Invalida "licenziata" da un robot: la Cassazione conferma reintegro

A marzo 2010 la dipendente scalzata da un centralino automatico di FEDERICA PACELLA

Uno dei giudici che compongono la Cassazione (Ansa)

Uno dei giudici che compongono la Cassazione (Ansa)

Brescia, 23 febbraio 2016 - Era stata sostituita da un centralino automatico, ma ora dovrà essere reintegrata nell’azienda che l’aveva licenziata. La Corte suprema di Cassazione, Sezione lavoro, ha dato ragione ad una lavoratrice invalida che era stata licenziata a marzo 2010 dalla Fonpresmetal di Bione. La donna aveva perso il lavoro per soppressione di mansione, dopo l’installazione, appunto, del centralino automatico. Per l’azienda la quota di riserva di lavoratori con disabilità era comunque rispettata, visto che erano mantenuti in servizio 5 dipendenti in qualità di invalidi. Il licenziamento era stato impugnato dall’Ufficio Vertenze della Fiom di Brescia con due motivazioni. Uno, il mancato rispetto dell’obbligo di ripescaggio: la donna sarebbe cioè potuta essere assegnata ad altre mansioni equivalenti. Due, secondo il sindacato l’azienda non avrebbe rispettato la quota di posti riservata agli invalidi. Al momento del licenziamento, infatti, la ditta calcolava la quota di riserva del 7% su un numero di 78 dipendenti, escludendo dalla base di calcolo 2 lavoratori assunti con contratto di apprendistato.

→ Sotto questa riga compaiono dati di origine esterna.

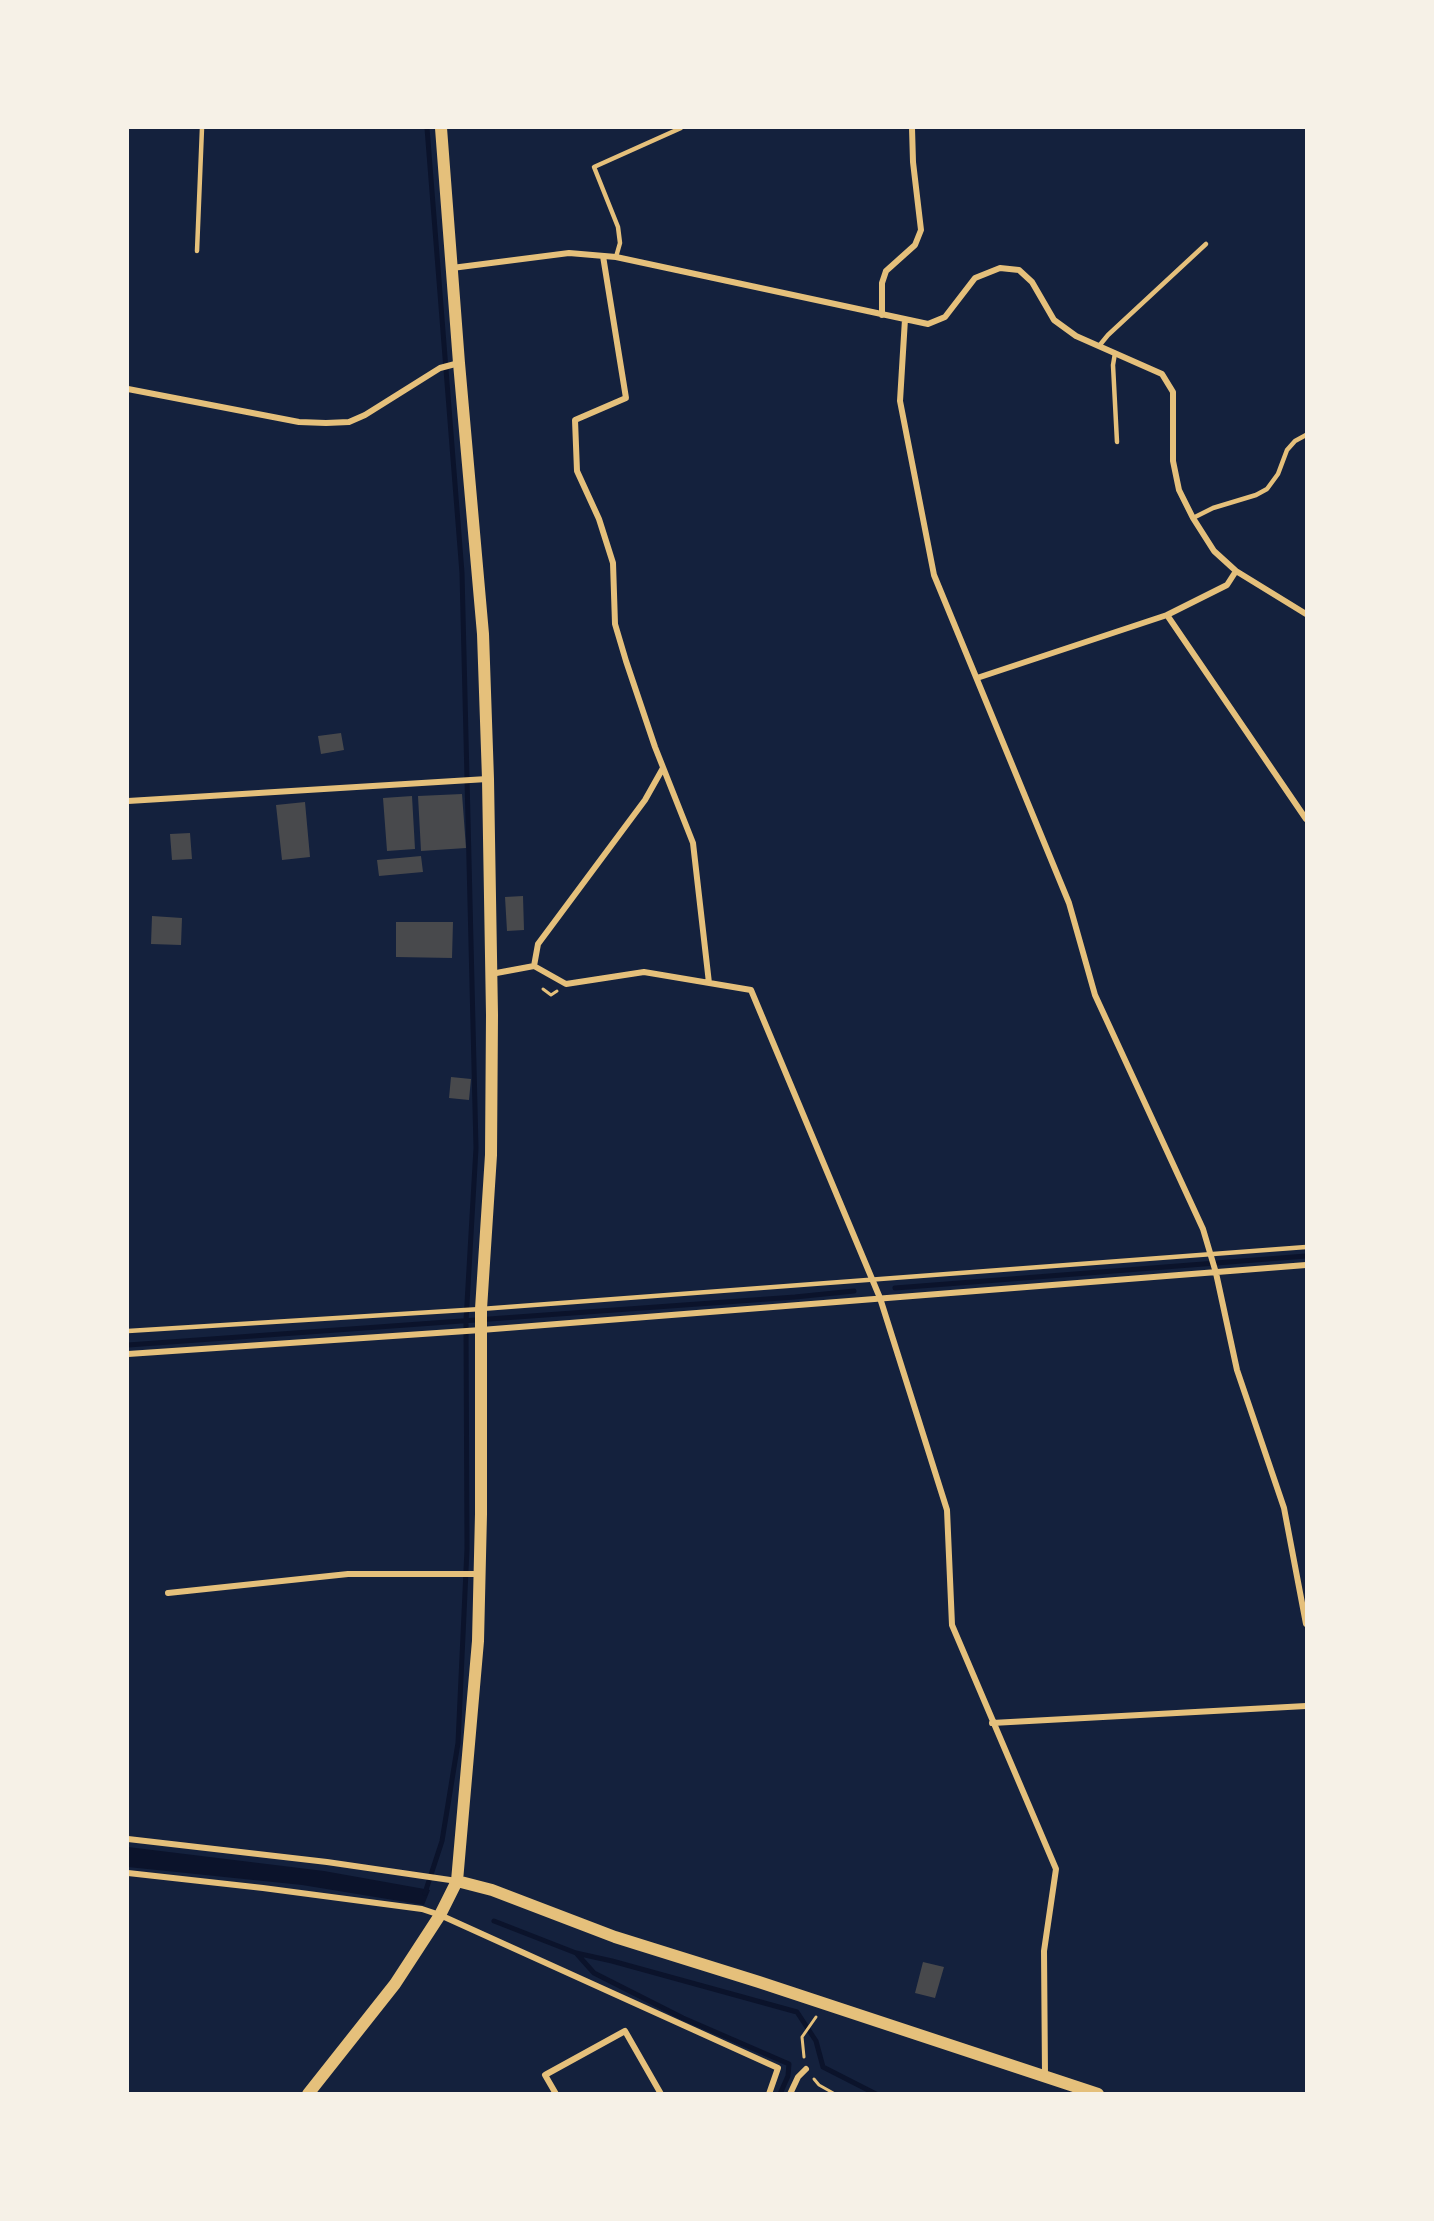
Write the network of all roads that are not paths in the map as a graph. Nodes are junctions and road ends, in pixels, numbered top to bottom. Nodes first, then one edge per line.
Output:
1 (202, 128) edge
2 (441, 128) edge
3 (681, 128) edge
4 (912, 128) edge
5 (1206, 244) dead end
6 (197, 251) dead end
7 (603, 256) junction
8 (616, 257) junction
9 (451, 268) junction
10 (882, 315) junction
11 (905, 320) junction
12 (1100, 346) junction
13 (1115, 353) junction
14 (459, 363) junction
15 (128, 389) edge
16 (1306, 435) edge
17 (1117, 442) dead end
18 (1193, 518) junction
19 (1236, 571) junction
20 (1306, 614) edge
21 (1167, 615) junction
22 (977, 678) junction
23 (663, 768) junction
24 (488, 779) junction
25 (128, 801) edge
26 (1306, 819) edge
27 (534, 966) junction
28 (491, 974) junction
29 (709, 983) junction
30 (1306, 1246) edge
31 (1212, 1255) junction
32 (1306, 1265) edge
33 (1215, 1271) junction
34 (871, 1278) junction
35 (880, 1298) junction
36 (481, 1320) junction
37 (128, 1331) edge
38 (128, 1354) edge
39 (479, 1574) junction
40 (168, 1593) dead end
41 (1306, 1624) edge
42 (1306, 1706) edge
43 (992, 1723) junction
44 (128, 1839) edge
45 (128, 1873) edge
46 (457, 1881) junction
47 (440, 1915) junction
48 (806, 2069) road end
49 (1045, 2076) junction
50 (308, 2094) edge
51 (556, 2094) edge
52 (661, 2094) edge
53 (769, 2094) edge
54 (790, 2094) edge
55 (1098, 2094) edge

1 - 6 lane
2 - 9 main road
3 - 8 lane
4 - 10 street
5 - 12 lane
7 - 8 street
7 - 9 street
7 - 23 street
8 - 10 street
9 - 14 main road
10 - 11 street
11 - 12 street
11 - 22 street
12 - 13 street
13 - 17 lane
13 - 18 street
14 - 15 street
14 - 24 main road
16 - 18 lane
18 - 19 street
19 - 20 street
19 - 21 street
21 - 22 street
21 - 26 street
22 - 31 street
23 - 27 street
23 - 29 street
24 - 25 street
24 - 28 main road
27 - 28 street
27 - 29 street
28 - 36 main road
29 - 34 street
30 - 31 lane
31 - 33 street
31 - 34 lane
32 - 33 street
33 - 35 street
33 - 41 street
34 - 35 street
34 - 36 lane
35 - 36 street
35 - 43 street
36 - 37 lane
36 - 38 street
36 - 39 main road
39 - 40 street
39 - 46 main road
42 - 43 street
43 - 49 street
44 - 46 street
45 - 47 street
46 - 47 main road
46 - 49 main road
47 - 50 main road
47 - 53 street
48 - 54 street
49 - 55 main road
51 - 52 street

La lavoratrice, l’Ufficio Vertenze della Fiom di Brescia e l’avvocato di riferimento del sindacato Giuseppe Ragusa hanno sostenuto che anche gli apprendisti sarebbero dovuti rientrare nella base di calcolo per la determinazione della quota di riserva per il numero di posti di lavoro riservati agli invalidi. Una sottigliezza non di poco conto, perché calcolando il 7% di 80 lavoratori anziché di 78, la quota di invalidi da tenere in azienda sarebbe salita a 6. La giustizia ha dato ragione alla donna. Sia la sentenza di primo grado del tribunale di Brescia Sezione Lavoro del 25 maggio 2012 che la sentenza della Corte D’Appello di Brescia Sezione Lavoro del 18 ottobre 2012 hanno accolto le tesi proposte dalla lavoratrice e dalla Fiom, condannando la ditta alla reintegrazione nel posto di lavoro, al risarcimento fissato in 5 mensilità della retribuzione globale di fatto, al versamento dei contributi assistenziali e previdenziali dalla data del licenziamento fino alla reintegrazione.

Una decisione confermata anche dalla Cassazione, che ha respinto a sua volta il ricorso presentato dall’azienda. «La sentenza di Cassazione – spiegano dalla Fiom - pone un punto fermo e da oggi può costituire un precedente normativo importante a tutela dei lavoratori disabili». Scrive la Corte: «L’interpretazione adottata nella sentenza non solo appare coerente con i testi di legge esaminati e adeguatamente e correttamente motivata, ma appare anche doverosa in ordine al rispetto degli impegni internazionali assunti dal nostro paese e dalla stessa Unione europea (dopo che il Trattato di Lisbona che ha reso possibile la ratifica di Trattati internazionali)». Tra i riferimenti normativi, la Convenzione sui diritti del disabile delle Nazioni unite del 2006, la Carta sociale europea e la Carta comunitaria dei diritti sociali fondamentali dei lavoratori.